Büyük futbolcudan büyük teknik direktör olmaz tezini Çürüten adam. Ok; real Madrid şu anda kadro olarak dünyada bir numara. Takımın neredeyse yarısı dünyada mevkiisinin en iyisi( ramos, marcelo, modric, ronaldo) ama Zidane bu kadronun ekmeğini yiyen bir hoca değildi. Çok doğru ve akıllı bir taktik anlayışa sahipti ve takıma dokunuşları çok yerindeydi. Dünya futbolu iyi bir teknik direktör kazandı bence. Bu noktada bırakması ise bir nevi zirvede bırakma saikidir. Çünkü bu raddeden, bu rüya gibi 3 sezondan( dile kolay 3 sene üst üste şampiyonlar ligi Kupasi) sonra real önümüzdeki sezondan itibaren duraklama dönemine girecektir. Ronaldo da yüzde 99 gidiyor. Zidane çok doğru bir noktada bıraktı. Çünkü çıtayı öyle bir noktaya koydu ki şampiyonlar liginden yarı finalde elense başarısız denilecekti. Yolun açık olsun zizu...
Neden istifa ettiğini anlamadığım adam 26 yıldır kimsenin arka arkaya kazanamadığı kupayı geldiği ilk seneden itibaren üç sene üst üste kazanıp istifa etmek saçma. Bari şampiyonlar liginden elenince istifa et.
Gerek futbolcu gerek teknik direktör olarak farkını ortaya koymuş futbol adamıdır. Aldığı karar çok yerinde resmen tadında bırakıyor real madridi. Şunu da belirtmek gerekir ki gideceği takımın hali hazırda güçlü bir kadrosu ve iyi bir bütçesi olacak. Böyle bir kariyer küçük takımlarda mucizeler yaratamaz ve prestij kaybına yol açar.
kendisini ilk gördüğüm turnuva euro 00 dı. baktım kel bi adam var ama bir sanatçı gibi harikalar yazıyor, çocuktum ve zidane fanı olmuştum o yaşta. takımını araştırdım juventus forması giydiğini öğrendim. gerçekten juventusun juventus olduğu dönemlerdi. siyah beyaz çubuklu sarı renk içeren o efsane formasıyla harikalar yarattı. sanırım 2001 de reale rekor bonservisle transfer oldu.

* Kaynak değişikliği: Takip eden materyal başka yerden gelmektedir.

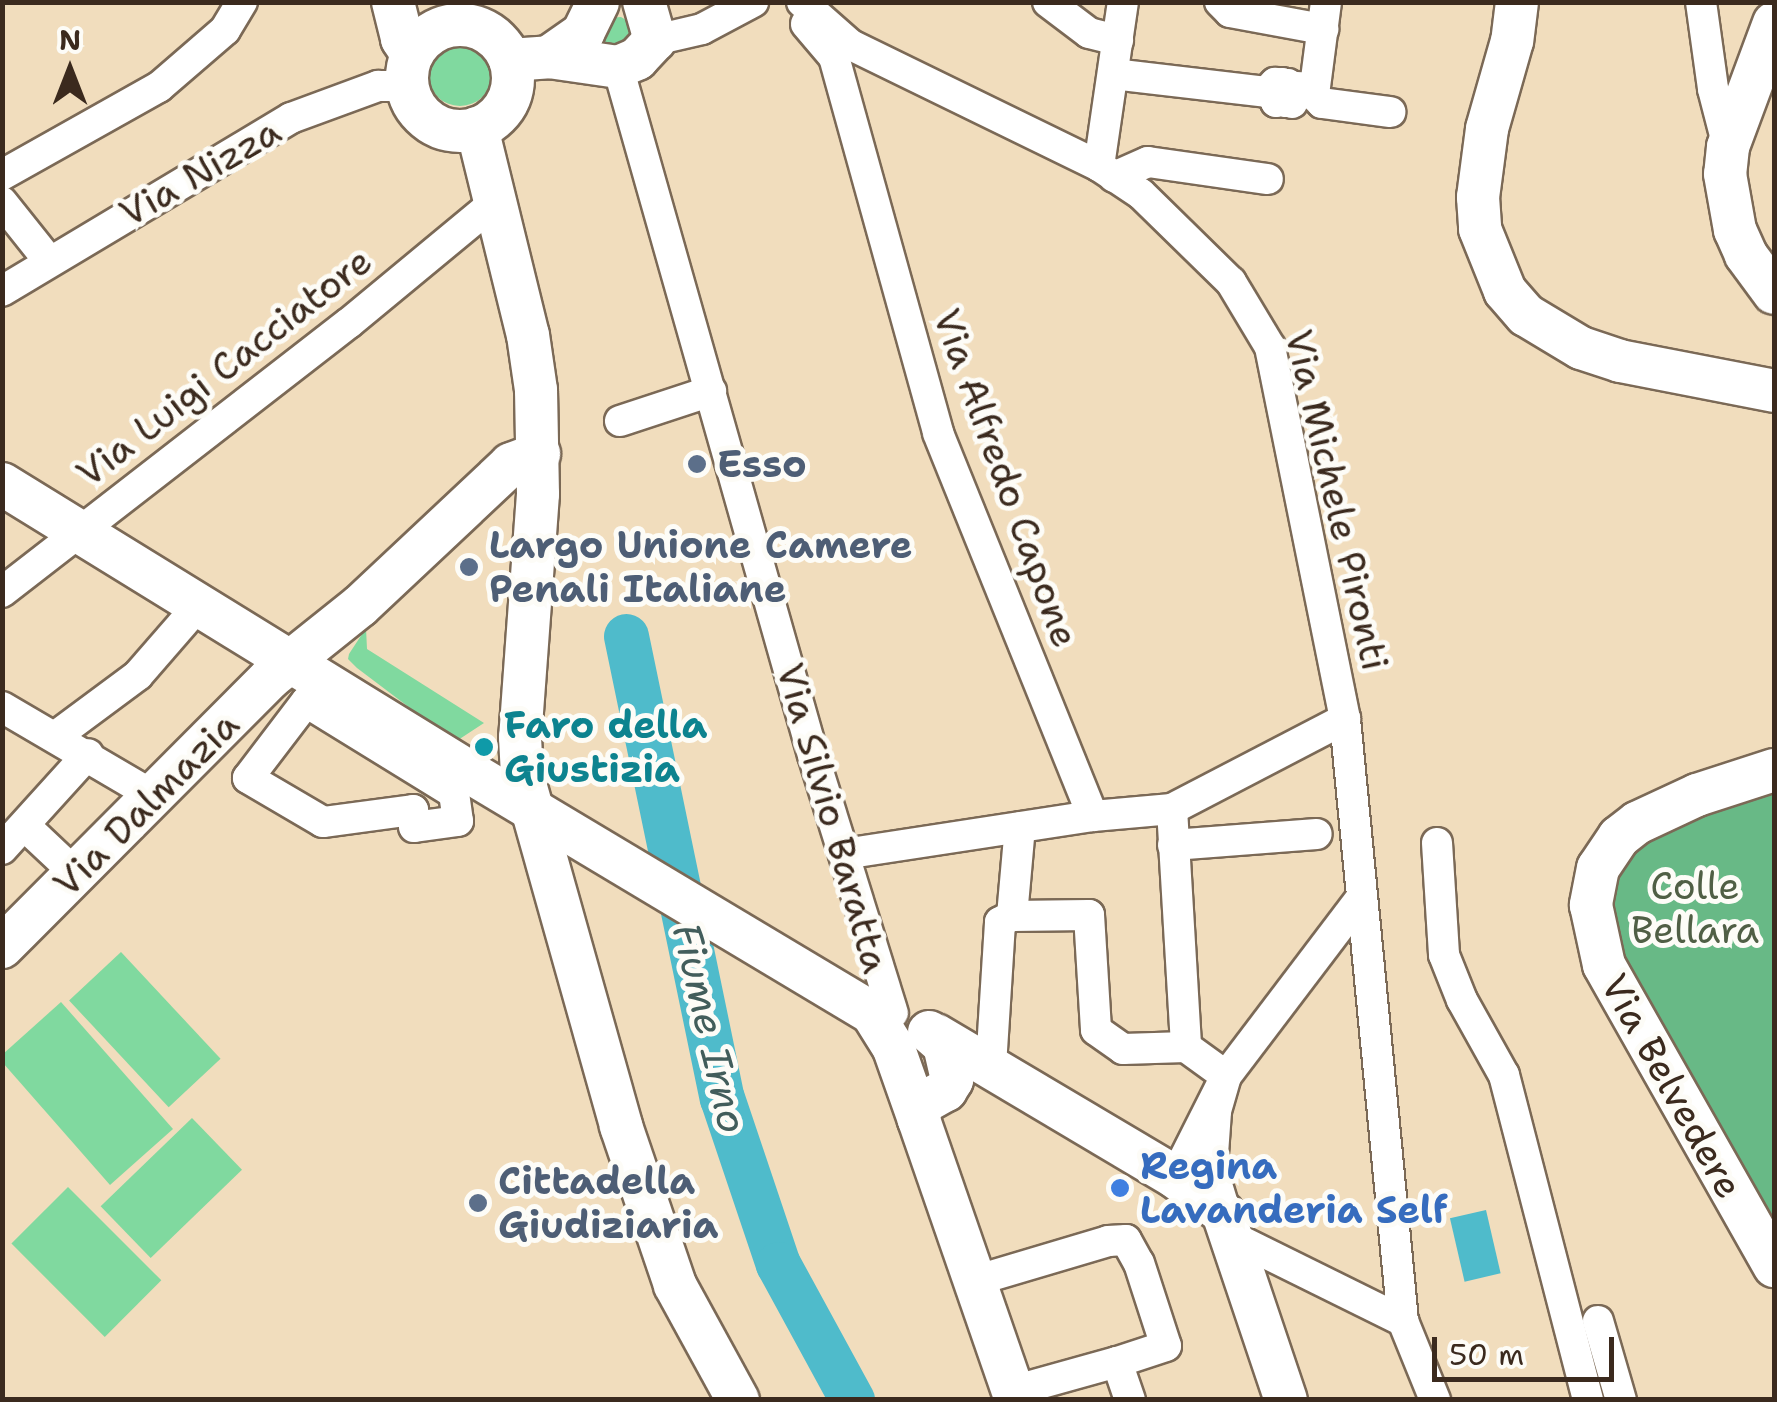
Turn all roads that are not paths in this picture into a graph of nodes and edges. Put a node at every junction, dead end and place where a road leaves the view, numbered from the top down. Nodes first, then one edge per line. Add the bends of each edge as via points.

real madrid formasıyla oynarken çıktıkları 2002 cl finalini izleyenlerdenim yine. leverkusene jeneriklik bir gol atmıştı. yine bir scout edasıyla michael ballack ı da orda keşfetmiş, çok beğenmiştim. *
tipini sanki biraz bizden birine benzettiğim için fazla sempatik buluyordum. zaten sonradan öğrendim, avrupa ırkından değil cezayirli imiş. fifa 2002 de takım olarak varlık gösteremeseler de 2006 da harikalar yarattılar. o zamanda. materazziye kafa atarak final maçında zirvede bırakmıştı, şimdi de yaptı yapacağını. kendisi jupp heinckes ve jürgen klopp dan sonra 3. saygı duyduğum teknik adam. başarılar zizou.
şimdi yine efsane bir karar verdi. yolu açık olsun.
zirvede bırakmak deyimini hem futbolculuğunda hem teknik adamlığında yaşamış olan efsanedir. adam dünya kupasının finalinde kafa atıp elemanı göçerterek futbolculuğa veda etti şimdi 3 sene üst üste ( 2 si kendisinin zamanında ) şampiyonlar ligi şampiyonu olan takımdan ayrılıyor.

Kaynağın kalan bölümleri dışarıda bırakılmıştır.